WORK TO BE COMPLETED: Transcribe the data that follows precisely, omitting nothing.

SOURCE DATA:
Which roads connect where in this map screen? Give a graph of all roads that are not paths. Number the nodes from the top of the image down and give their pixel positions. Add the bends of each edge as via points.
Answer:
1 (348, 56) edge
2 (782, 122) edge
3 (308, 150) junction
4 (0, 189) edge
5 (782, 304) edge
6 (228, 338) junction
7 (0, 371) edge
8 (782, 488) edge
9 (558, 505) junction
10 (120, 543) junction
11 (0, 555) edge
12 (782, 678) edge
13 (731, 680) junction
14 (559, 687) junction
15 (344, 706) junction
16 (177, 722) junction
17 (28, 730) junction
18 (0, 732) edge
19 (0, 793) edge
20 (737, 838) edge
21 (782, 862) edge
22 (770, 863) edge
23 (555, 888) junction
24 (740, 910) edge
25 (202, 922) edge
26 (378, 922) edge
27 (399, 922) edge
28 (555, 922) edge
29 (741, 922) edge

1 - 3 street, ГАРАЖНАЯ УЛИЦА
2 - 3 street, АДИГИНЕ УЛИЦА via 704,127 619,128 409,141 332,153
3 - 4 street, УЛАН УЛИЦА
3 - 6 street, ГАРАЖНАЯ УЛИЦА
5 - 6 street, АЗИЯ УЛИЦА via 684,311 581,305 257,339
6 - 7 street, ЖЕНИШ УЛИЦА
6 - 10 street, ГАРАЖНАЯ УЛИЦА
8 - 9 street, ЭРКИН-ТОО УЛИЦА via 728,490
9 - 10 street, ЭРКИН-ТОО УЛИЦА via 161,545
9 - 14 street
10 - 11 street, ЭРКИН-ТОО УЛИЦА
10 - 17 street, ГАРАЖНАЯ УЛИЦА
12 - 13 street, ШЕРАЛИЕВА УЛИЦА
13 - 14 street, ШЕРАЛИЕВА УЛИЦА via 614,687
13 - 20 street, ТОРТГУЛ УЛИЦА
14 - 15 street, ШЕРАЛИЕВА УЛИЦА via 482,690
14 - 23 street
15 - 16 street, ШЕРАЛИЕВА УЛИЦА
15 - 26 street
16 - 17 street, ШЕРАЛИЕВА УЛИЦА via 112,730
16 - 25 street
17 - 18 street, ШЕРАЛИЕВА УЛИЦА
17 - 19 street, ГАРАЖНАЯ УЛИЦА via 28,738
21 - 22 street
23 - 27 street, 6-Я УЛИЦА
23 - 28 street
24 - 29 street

SOLVED PROBLEM:
Which roads connect where in this map screen? Give a graph of all roads that are not paths. Number the nodes from the top of the image down and give their pixel positions. Add the bends of each edge as via points.
Answer:
1 (348, 56) edge
2 (782, 122) edge
3 (308, 150) junction
4 (0, 189) edge
5 (782, 304) edge
6 (228, 338) junction
7 (0, 371) edge
8 (782, 488) edge
9 (558, 505) junction
10 (120, 543) junction
11 (0, 555) edge
12 (782, 678) edge
13 (731, 680) junction
14 (559, 687) junction
15 (344, 706) junction
16 (177, 722) junction
17 (28, 730) junction
18 (0, 732) edge
19 (0, 793) edge
20 (737, 838) edge
21 (782, 862) edge
22 (770, 863) edge
23 (555, 888) junction
24 (740, 910) edge
25 (202, 922) edge
26 (378, 922) edge
27 (399, 922) edge
28 (555, 922) edge
29 (741, 922) edge

1 - 3 street, ГАРАЖНАЯ УЛИЦА
2 - 3 street, АДИГИНЕ УЛИЦА via 704,127 619,128 409,141 332,153
3 - 4 street, УЛАН УЛИЦА
3 - 6 street, ГАРАЖНАЯ УЛИЦА
5 - 6 street, АЗИЯ УЛИЦА via 684,311 581,305 257,339
6 - 7 street, ЖЕНИШ УЛИЦА
6 - 10 street, ГАРАЖНАЯ УЛИЦА
8 - 9 street, ЭРКИН-ТОО УЛИЦА via 728,490
9 - 10 street, ЭРКИН-ТОО УЛИЦА via 161,545
9 - 14 street
10 - 11 street, ЭРКИН-ТОО УЛИЦА
10 - 17 street, ГАРАЖНАЯ УЛИЦА
12 - 13 street, ШЕРАЛИЕВА УЛИЦА
13 - 14 street, ШЕРАЛИЕВА УЛИЦА via 614,687
13 - 20 street, ТОРТГУЛ УЛИЦА
14 - 15 street, ШЕРАЛИЕВА УЛИЦА via 482,690
14 - 23 street
15 - 16 street, ШЕРАЛИЕВА УЛИЦА
15 - 26 street
16 - 17 street, ШЕРАЛИЕВА УЛИЦА via 112,730
16 - 25 street
17 - 18 street, ШЕРАЛИЕВА УЛИЦА
17 - 19 street, ГАРАЖНАЯ УЛИЦА via 28,738
21 - 22 street
23 - 27 street, 6-Я УЛИЦА
23 - 28 street
24 - 29 street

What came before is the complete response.